Issued By
Durham County Council



People in County Durham are being warned to avoid getting ripped off when they keep the home fire burning.

Durham County Council's Consumer Services are urging people to watch out for short measures when they buy solid fuel.

Over recent years, officers have received complaints and detected a number of solid fuel traders supplying short weight.

Phillip Holman, the County Council's Head of Consumer Services, said people should be cautious when choosing a supplier and buy only from those who are well established, have properly marked vehicles, are based locally and are members of the Approved Coal Merchants Scheme.

"Our officers will investigate complaints and, in addition, we will be carrying out routine spot checks on coal yards and solid fuel delivery vehicles in the County," he said.

"We have written to over 40 local traders reminding them of their obligations under current weights and measures law.

"Although the vast majority of suppliers are reputable traders, it is an area that can attract a rogue element who rip people off, normally by supplying short weight fuel.

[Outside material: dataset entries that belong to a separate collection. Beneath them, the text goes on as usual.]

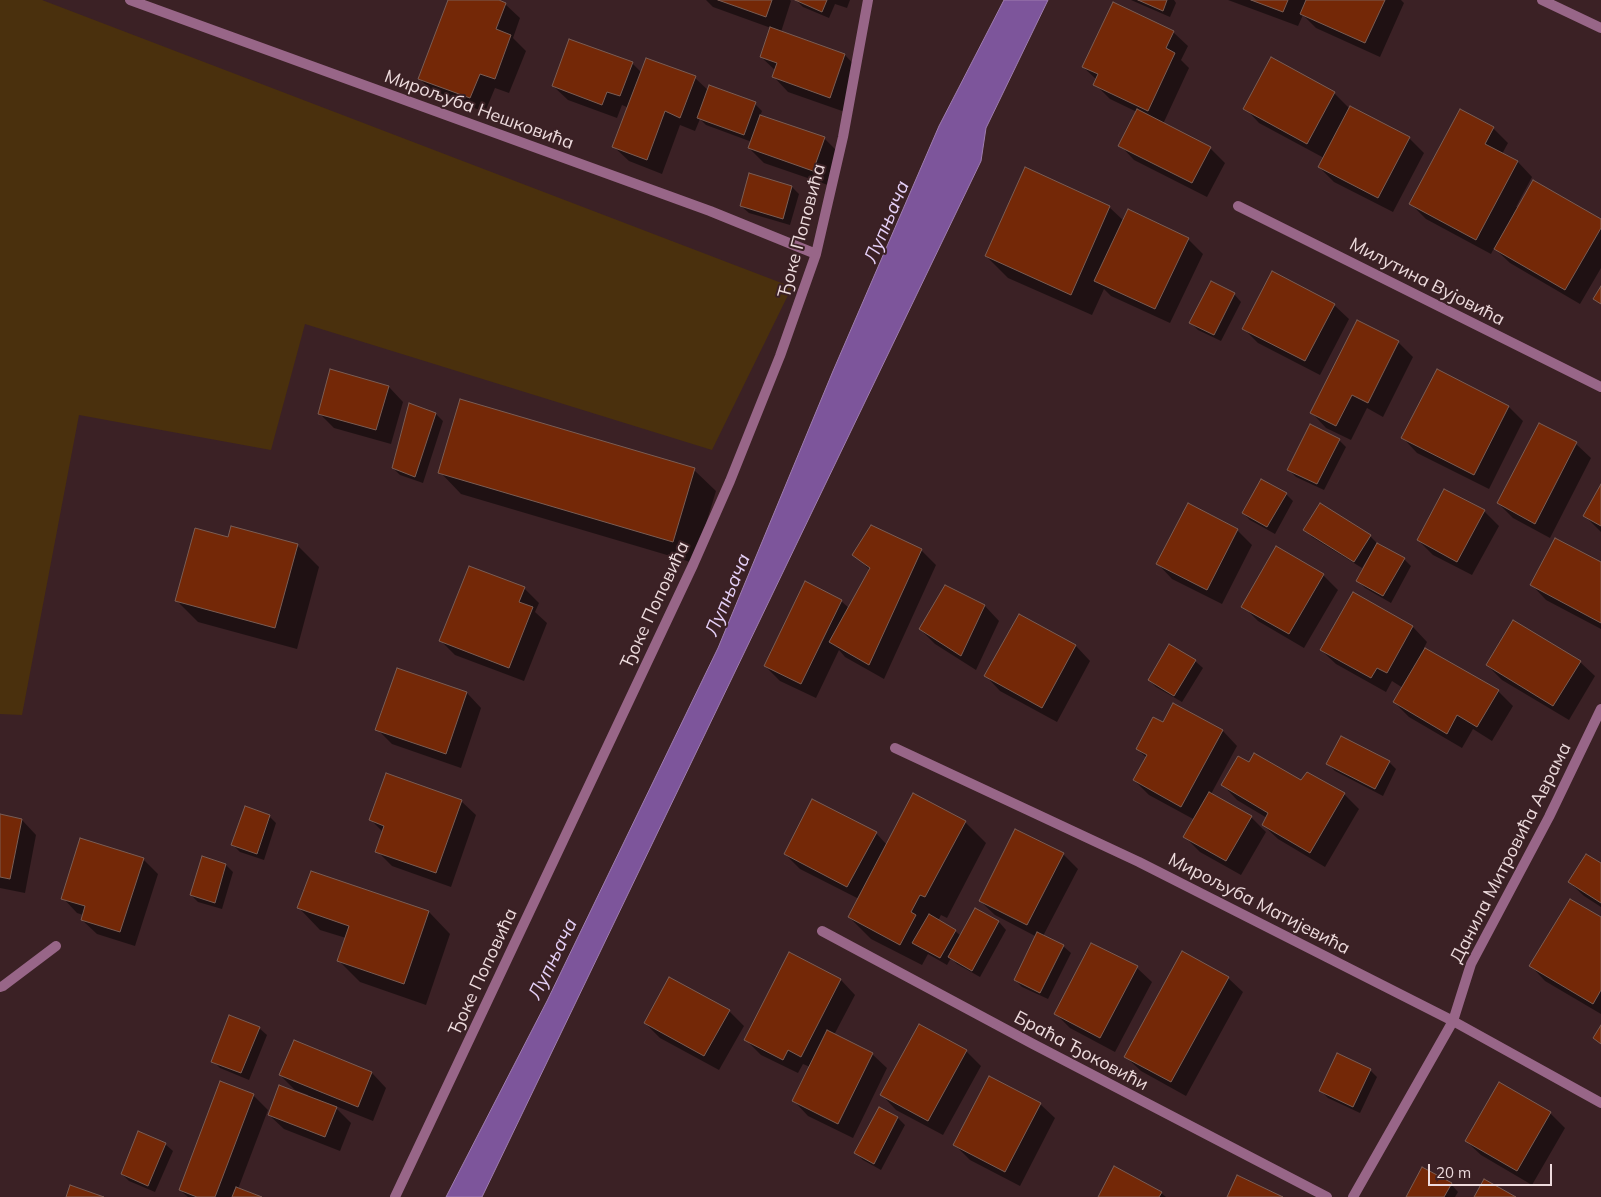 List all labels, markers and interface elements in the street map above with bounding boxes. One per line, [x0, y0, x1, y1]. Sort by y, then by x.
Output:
street label: Мирољуба Нешковића [381, 66, 577, 154]
street label: Ђоке Поповића [774, 162, 830, 300]
water label: Лупњача [859, 177, 915, 267]
street label: Милутина Вујовића [1346, 234, 1508, 330]
street label: Ђоке Поповића [616, 538, 694, 672]
water label: Лупњача [700, 550, 756, 640]
street label: Данила Митровића Аврама [1446, 739, 1576, 967]
street label: Мирољуба Матијевића [1165, 849, 1353, 959]
street label: Ђоке Поповића [444, 905, 522, 1039]
water label: Лупњача [524, 915, 582, 1003]
street label: Браћа Ђоковићи [1010, 1007, 1152, 1095]
scale bar [1431, 1154, 1555, 1186]
text: 20 m [1436, 1163, 1471, 1182] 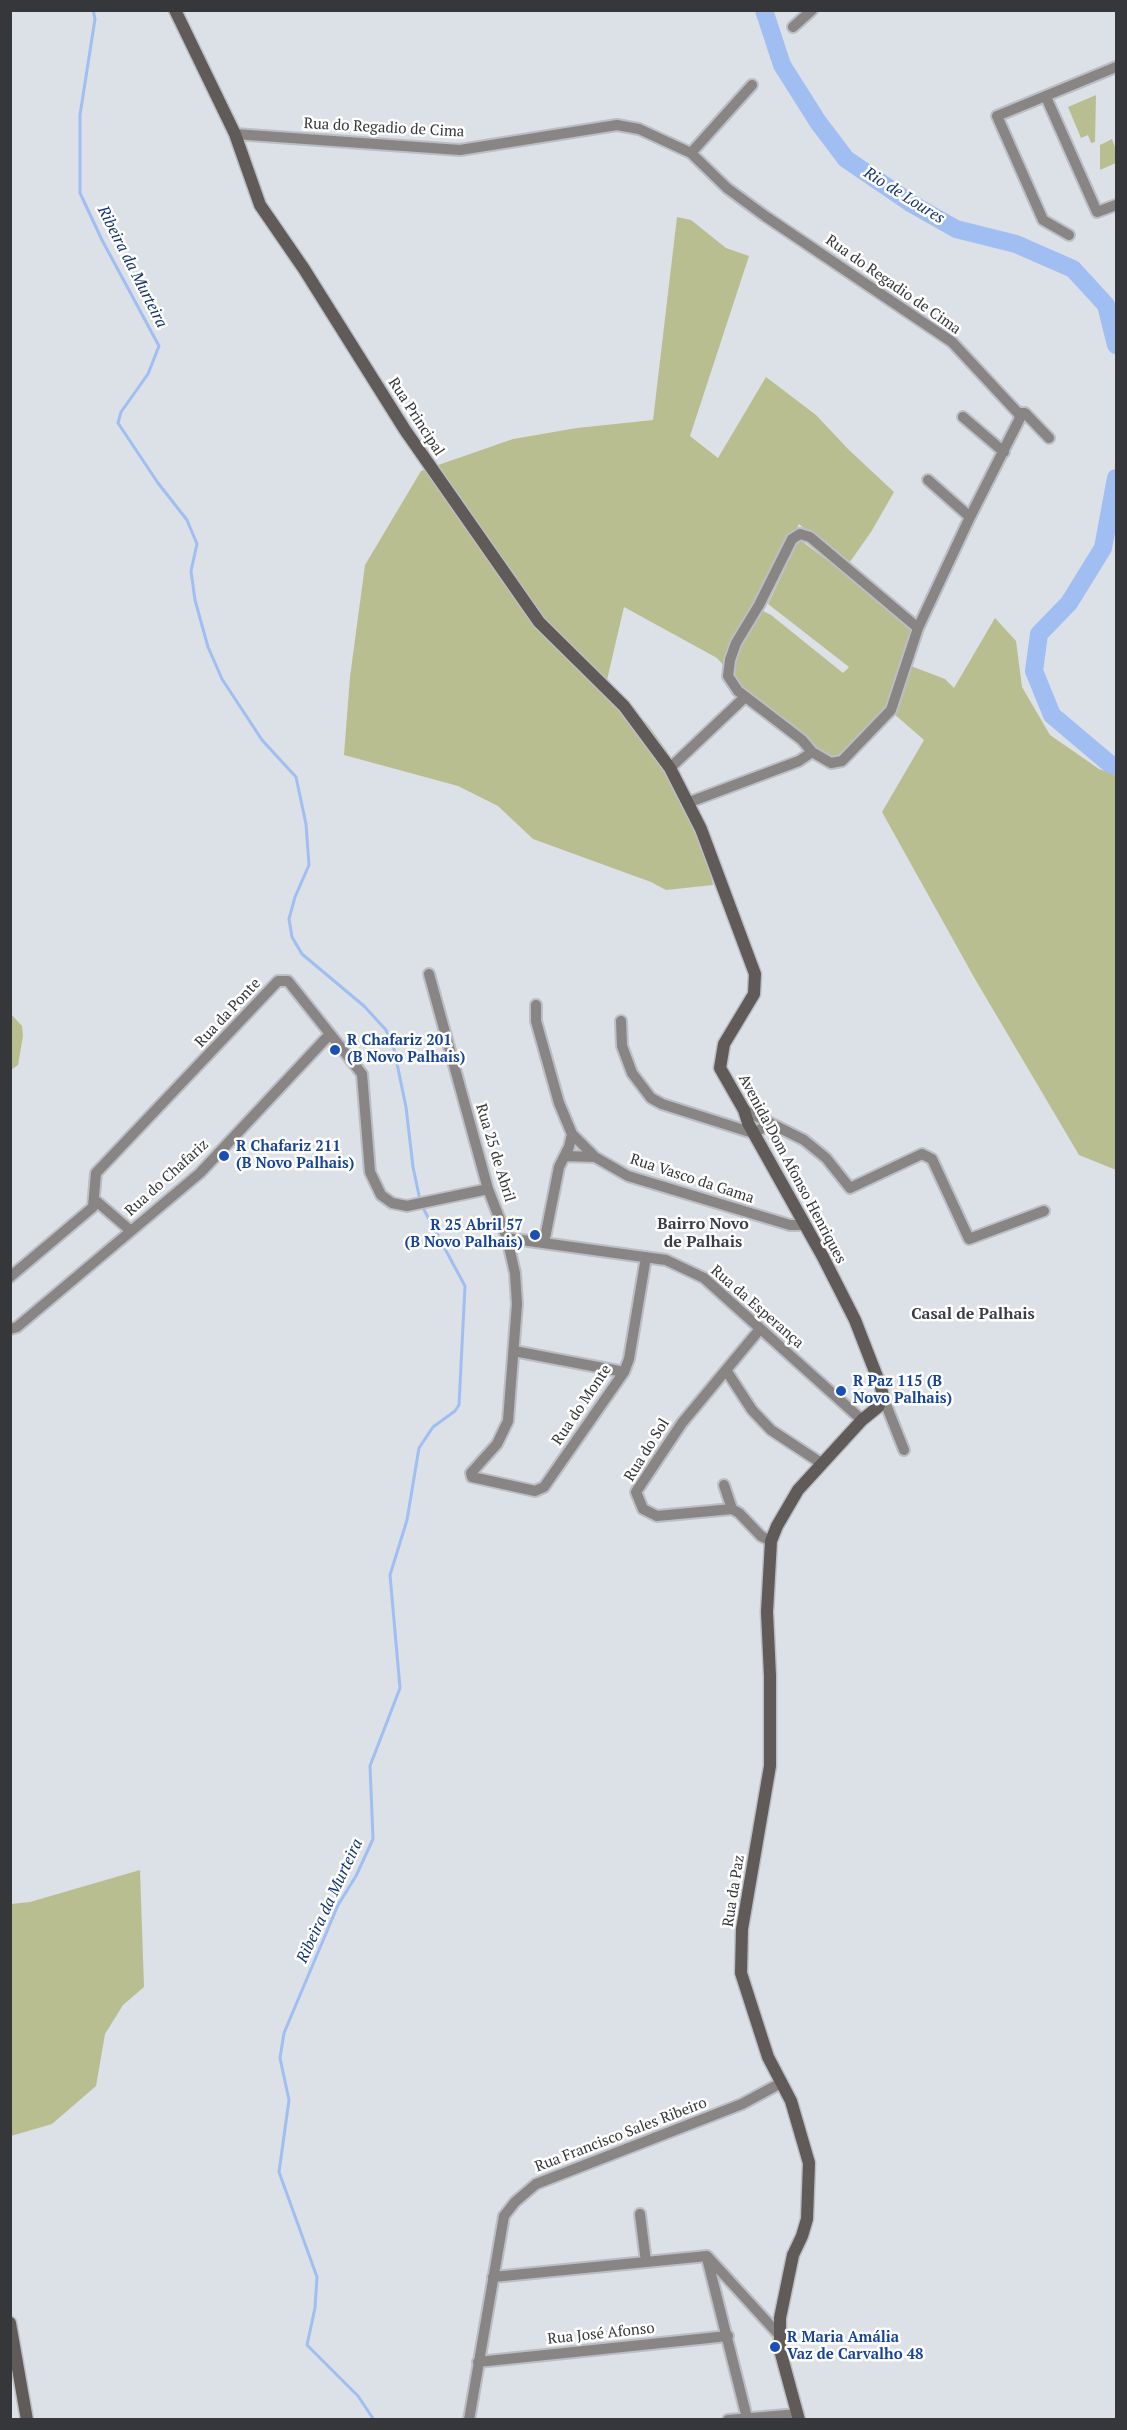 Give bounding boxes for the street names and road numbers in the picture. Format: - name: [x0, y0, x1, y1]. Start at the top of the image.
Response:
- street label: Rua do Regadio de Cima: [303, 115, 465, 141]
- street label: Rua do Regadio de Cima: [822, 231, 964, 339]
- street label: Rua Principal: [384, 375, 448, 459]
- street label: Rua da Ponte: [192, 975, 264, 1051]
- street label: Avenida Dom Afonso Henriques: [734, 1071, 850, 1267]
- street label: Rua 25 de Abril: [472, 1102, 518, 1204]
- street label: Rua do Chafariz: [122, 1136, 212, 1220]
- street label: Rua Vasco da Gama: [628, 1150, 756, 1208]
- street label: Rua da Esperança: [707, 1262, 807, 1352]
- street label: Rua do Monte: [549, 1361, 615, 1449]
- street label: Rua do Sol: [621, 1415, 673, 1485]
- street label: Rua da Paz: [719, 1854, 749, 1928]
- street label: Rua Francisco Sales Ribeiro: [533, 2094, 709, 2176]
- street label: Rua José Afonso: [547, 2319, 655, 2349]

"They take advantage of the fact that it's not easy for a customer to check whether they have received the correct amount," he said.

Anyone who believes they have received a short weight delivery can complain to Consumer Services on 0191 383 3589.

Councillor Don Ross, deputy leader of the County Council, said:  "We want to work with and advise solid fuel suppliers and their customers so that past problems with deliveries can be reduced."

Note to News Editors:  For further information contact Peter Fleming, Assistant Head of Consumer Services on 0191 383 3584 or Chris Cooper, divisional manager, on 0191 383 4468.

The supply of solid fuel is controlled under the Weights and Measures Act 1985 which requires solid fuel to be sold by net weight in prescribed quantities of 25kg, 50kg or multiples of 50kg, and specifies required markings and documentation requirements for vehicles carrying solid fuel for sale.

The Act also specifies offences for selling 'short weight' fuel and using false or unjust weighing and measuring equipment.